Continuing westwards now as a rural single carriageway, as the route approaches Buckingham it passes close by to the 14th century Thornborough Bridge, the only surviving mediaeval bridge in Buckinghamshire (bypassed by a new bridge in 1974). Close to here, it then forms the Buckingham by-pass, then a short section tof dual carriageway bypassing Tingewick, before joining the A43 (Northampton – M40 junction 10) near Brackley. (On crossing the A43, the route due westward becomes the B4031 through Croughton, Aynho and Deddington to join the A361 to Chipping Norton).

== Developments ==

===M1 junction 13 to Milton Keynes ===
In 2010, in conjunction with the M1 widening schemes and dualling of the A421 between M1 junction 13 and the A1 near St Neots, proposals were made to widen the A421 between the M1 junction 13 in Bedfordshire and the Kingston roundabout in Milton Keynes. The upgrade was completed in December 2020.

===A1–M11/A14 link===
In the "Road investment strategy" announced to Parliament by the Department for Transport and Secretary of State for Transport on 1 December 2014, planning would begin to dual the section between the A1 and the A1198 at Caxton Gibbet. The link is to provide an uninterrupted dual carriageway route between the M1 (at junction 13) and the M11/A14 (at junction 14 and 31) near Cambridge. In September 2021, National Highways announced that this new section of dual carriageway will be designated A421.

In December 2023, work began on the new alignment that replaces the A1/A421 junction (the "Black Cat roundabout") with a three-level grade-separated junction, and that (further) bypasses St Neots. It also provides a route to the planned new town around Tempsford. As of August 2025, the new road was anticipated to be ready for traffic in "spring 2027".

===Oxford–Cambridge Expressway===

The Oxford to Cambridge Expressway was a proposed grade-separated dual carriageway between the A34 near Oxford and the A14 near Cambridge, via (or near) Milton Keynes. The proposal aimed to establish this route by linking existing roads and building new ones. The case for its creation was examined in a Strategic Study for the Cambridge – Milton Keynes – Oxford corridor, published by National Infrastructure Commission in November 2016. The NIC saw the road as being of national strategic importance by providing an outer orbital route around London, linking Southampton, the M3, M4, M40, M1, A1, A14/M11 and Felixstowe. Had this plan been realised, it would have replaced the congested (mostly) single carriageway road between Milton Keynes and the A43.

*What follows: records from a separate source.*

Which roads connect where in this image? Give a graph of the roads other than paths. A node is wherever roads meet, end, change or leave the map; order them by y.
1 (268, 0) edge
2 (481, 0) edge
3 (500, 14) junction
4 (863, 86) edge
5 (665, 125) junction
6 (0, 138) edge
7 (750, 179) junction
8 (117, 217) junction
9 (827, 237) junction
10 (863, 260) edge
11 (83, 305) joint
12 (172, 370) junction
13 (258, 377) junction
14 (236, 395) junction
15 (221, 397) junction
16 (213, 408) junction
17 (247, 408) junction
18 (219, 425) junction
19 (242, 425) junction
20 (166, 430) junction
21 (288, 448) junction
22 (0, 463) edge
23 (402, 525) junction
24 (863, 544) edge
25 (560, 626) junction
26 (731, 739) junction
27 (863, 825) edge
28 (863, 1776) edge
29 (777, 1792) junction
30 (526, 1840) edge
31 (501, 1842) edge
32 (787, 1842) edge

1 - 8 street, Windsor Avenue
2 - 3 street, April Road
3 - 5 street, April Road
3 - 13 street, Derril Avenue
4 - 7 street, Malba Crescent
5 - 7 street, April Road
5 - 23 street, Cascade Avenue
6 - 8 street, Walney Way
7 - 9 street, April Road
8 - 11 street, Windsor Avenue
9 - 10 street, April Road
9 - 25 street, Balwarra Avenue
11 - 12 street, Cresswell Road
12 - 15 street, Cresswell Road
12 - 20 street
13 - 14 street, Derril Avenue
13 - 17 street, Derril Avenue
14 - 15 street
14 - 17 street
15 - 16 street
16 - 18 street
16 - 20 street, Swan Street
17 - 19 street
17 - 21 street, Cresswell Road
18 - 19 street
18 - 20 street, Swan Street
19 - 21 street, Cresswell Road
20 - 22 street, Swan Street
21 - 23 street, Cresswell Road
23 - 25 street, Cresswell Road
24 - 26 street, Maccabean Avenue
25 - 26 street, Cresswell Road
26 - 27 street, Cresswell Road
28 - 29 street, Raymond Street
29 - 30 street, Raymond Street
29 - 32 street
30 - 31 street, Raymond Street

In March 2021, Transport Secretary Grant Shapps cancelled the plan, citing analysis that showed that its costs would exceed its benefits.

==Notable events==

===Speeding===
The A421 Tingewick bypass has a minor claim to fame as the location of the then fastest speeding incident ever recorded by British police, in March 2003. Andrew Osborne of Leamington Spa was filmed by a mobile speed camera while travelling at 157 mph on a motorcycle. His friend Neil Bolger of Gaydon was clocked at 148 mph. Both were convicted of dangerous driving, imprisoned for 28 days and banned from driving for two years (with a compulsory re-test).

===Blind driver===
Blind Martine Brooks drove along the newly constructed A421 Great Barford Bypass (From the A1 Black Cat roundabout to Bedford) and back to raise money for charity. The drive took place two days before the official road opening, and she was accompanied by Frank Branston (mayor of Bedford), Steve Clarke (teacher and navigator), and Denise Hubbard (driving instructor and car owner).
She reached a speed of 65 mph before doing a flawless three point turn, and returning to the A1.

=== Flooding ===
On 22 September 2024, the section of the A421 near Marston Moreteyne (between the A6 and the M1) was heavily flooded after a months worth of rain fell in under 48 hours. The road was closed in both directions for more than two weeks until more than 70 e6l of water had been pumped away and the badly damaged road resurfaced. The underpass has a permanent pump at Lower Shelton but it was inadequate to deal with so much water in such a short time and failed after being submerged in the flood.